* **INSTRUCTIONS FOR THE TASK**: Within the records, say how many lines include the word "bridge"; the answer should be the number and no more.

[Records excerpted from a collection]
++++

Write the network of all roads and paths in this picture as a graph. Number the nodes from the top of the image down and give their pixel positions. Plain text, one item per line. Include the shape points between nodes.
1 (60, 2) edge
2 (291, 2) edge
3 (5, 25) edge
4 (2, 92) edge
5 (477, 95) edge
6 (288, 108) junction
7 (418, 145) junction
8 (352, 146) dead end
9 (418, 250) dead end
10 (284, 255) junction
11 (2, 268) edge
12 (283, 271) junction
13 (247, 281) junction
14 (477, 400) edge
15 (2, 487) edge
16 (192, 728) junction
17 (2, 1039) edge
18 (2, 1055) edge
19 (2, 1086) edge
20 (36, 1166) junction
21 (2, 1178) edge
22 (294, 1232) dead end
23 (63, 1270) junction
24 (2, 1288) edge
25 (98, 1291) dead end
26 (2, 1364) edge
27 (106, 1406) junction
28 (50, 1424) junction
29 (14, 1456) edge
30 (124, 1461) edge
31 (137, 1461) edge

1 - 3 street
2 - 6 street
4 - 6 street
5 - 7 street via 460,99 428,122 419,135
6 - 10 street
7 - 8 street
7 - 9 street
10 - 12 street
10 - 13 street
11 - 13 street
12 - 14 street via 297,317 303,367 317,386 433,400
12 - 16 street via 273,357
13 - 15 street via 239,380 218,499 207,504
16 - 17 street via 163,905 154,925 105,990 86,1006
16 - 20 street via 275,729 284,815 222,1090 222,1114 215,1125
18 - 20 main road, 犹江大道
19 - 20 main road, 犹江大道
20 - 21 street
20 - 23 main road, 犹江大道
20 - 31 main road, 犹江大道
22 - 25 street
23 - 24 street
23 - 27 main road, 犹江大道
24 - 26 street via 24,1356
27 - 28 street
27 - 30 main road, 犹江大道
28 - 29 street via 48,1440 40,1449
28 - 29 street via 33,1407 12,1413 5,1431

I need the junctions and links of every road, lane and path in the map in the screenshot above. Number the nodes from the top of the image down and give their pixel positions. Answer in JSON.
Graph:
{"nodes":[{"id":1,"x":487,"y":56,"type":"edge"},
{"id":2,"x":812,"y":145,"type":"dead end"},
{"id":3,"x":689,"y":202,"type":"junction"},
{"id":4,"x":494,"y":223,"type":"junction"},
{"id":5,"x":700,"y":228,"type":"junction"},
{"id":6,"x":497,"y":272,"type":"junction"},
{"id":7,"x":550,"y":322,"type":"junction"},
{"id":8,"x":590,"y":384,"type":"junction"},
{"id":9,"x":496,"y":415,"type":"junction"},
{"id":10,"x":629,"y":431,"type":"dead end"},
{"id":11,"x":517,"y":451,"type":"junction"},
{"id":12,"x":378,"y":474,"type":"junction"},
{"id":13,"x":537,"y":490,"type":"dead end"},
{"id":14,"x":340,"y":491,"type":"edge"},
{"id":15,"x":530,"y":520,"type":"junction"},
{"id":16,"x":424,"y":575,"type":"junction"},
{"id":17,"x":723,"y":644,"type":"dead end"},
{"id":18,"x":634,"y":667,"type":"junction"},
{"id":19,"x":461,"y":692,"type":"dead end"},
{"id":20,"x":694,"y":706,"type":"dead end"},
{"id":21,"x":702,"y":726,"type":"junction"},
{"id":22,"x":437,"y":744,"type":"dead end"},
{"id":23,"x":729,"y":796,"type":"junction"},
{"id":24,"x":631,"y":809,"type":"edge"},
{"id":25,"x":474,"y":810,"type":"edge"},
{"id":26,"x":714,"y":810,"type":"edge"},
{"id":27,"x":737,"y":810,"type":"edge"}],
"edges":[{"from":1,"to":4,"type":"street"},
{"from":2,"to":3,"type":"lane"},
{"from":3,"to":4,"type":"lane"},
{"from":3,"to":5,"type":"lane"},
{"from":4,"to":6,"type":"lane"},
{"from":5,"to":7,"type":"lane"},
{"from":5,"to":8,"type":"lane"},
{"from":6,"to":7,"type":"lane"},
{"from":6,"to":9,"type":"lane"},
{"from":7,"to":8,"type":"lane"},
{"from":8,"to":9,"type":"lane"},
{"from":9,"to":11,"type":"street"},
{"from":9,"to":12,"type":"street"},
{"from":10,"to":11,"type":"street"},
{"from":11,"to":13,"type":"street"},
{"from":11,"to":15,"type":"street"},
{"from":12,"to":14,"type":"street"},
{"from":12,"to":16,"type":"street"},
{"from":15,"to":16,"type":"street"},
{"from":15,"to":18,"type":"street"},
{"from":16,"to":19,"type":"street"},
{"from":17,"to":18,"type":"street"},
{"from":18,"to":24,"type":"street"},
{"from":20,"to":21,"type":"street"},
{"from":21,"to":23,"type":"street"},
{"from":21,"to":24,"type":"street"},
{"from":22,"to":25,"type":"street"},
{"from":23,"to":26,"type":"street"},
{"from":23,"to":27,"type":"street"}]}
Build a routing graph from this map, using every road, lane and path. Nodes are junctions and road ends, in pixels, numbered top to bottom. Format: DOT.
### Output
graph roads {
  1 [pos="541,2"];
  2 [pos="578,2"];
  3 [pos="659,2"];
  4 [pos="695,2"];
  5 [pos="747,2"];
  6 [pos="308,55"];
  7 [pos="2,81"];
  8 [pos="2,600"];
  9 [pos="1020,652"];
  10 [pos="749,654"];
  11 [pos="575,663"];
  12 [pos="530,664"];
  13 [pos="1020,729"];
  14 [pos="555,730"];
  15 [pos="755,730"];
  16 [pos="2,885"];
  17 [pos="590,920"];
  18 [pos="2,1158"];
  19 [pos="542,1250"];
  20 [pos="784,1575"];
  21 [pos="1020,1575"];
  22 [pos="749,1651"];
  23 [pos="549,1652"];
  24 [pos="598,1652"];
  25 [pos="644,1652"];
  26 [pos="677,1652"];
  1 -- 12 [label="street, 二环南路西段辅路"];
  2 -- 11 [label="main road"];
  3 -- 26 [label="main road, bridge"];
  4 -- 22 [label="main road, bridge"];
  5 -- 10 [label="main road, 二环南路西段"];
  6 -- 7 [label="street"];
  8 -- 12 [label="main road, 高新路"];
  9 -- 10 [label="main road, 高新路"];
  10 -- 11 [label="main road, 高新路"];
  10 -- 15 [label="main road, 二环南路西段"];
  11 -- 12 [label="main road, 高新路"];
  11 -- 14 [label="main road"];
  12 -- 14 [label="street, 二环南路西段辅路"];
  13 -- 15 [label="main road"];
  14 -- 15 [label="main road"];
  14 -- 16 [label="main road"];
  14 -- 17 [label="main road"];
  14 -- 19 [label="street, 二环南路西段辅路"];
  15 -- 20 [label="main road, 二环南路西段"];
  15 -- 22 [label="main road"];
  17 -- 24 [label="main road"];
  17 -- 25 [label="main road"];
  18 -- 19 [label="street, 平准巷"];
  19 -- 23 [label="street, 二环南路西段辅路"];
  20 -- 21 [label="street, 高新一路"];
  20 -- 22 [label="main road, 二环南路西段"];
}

++++

* **EXERCISE OUTPUT**: 2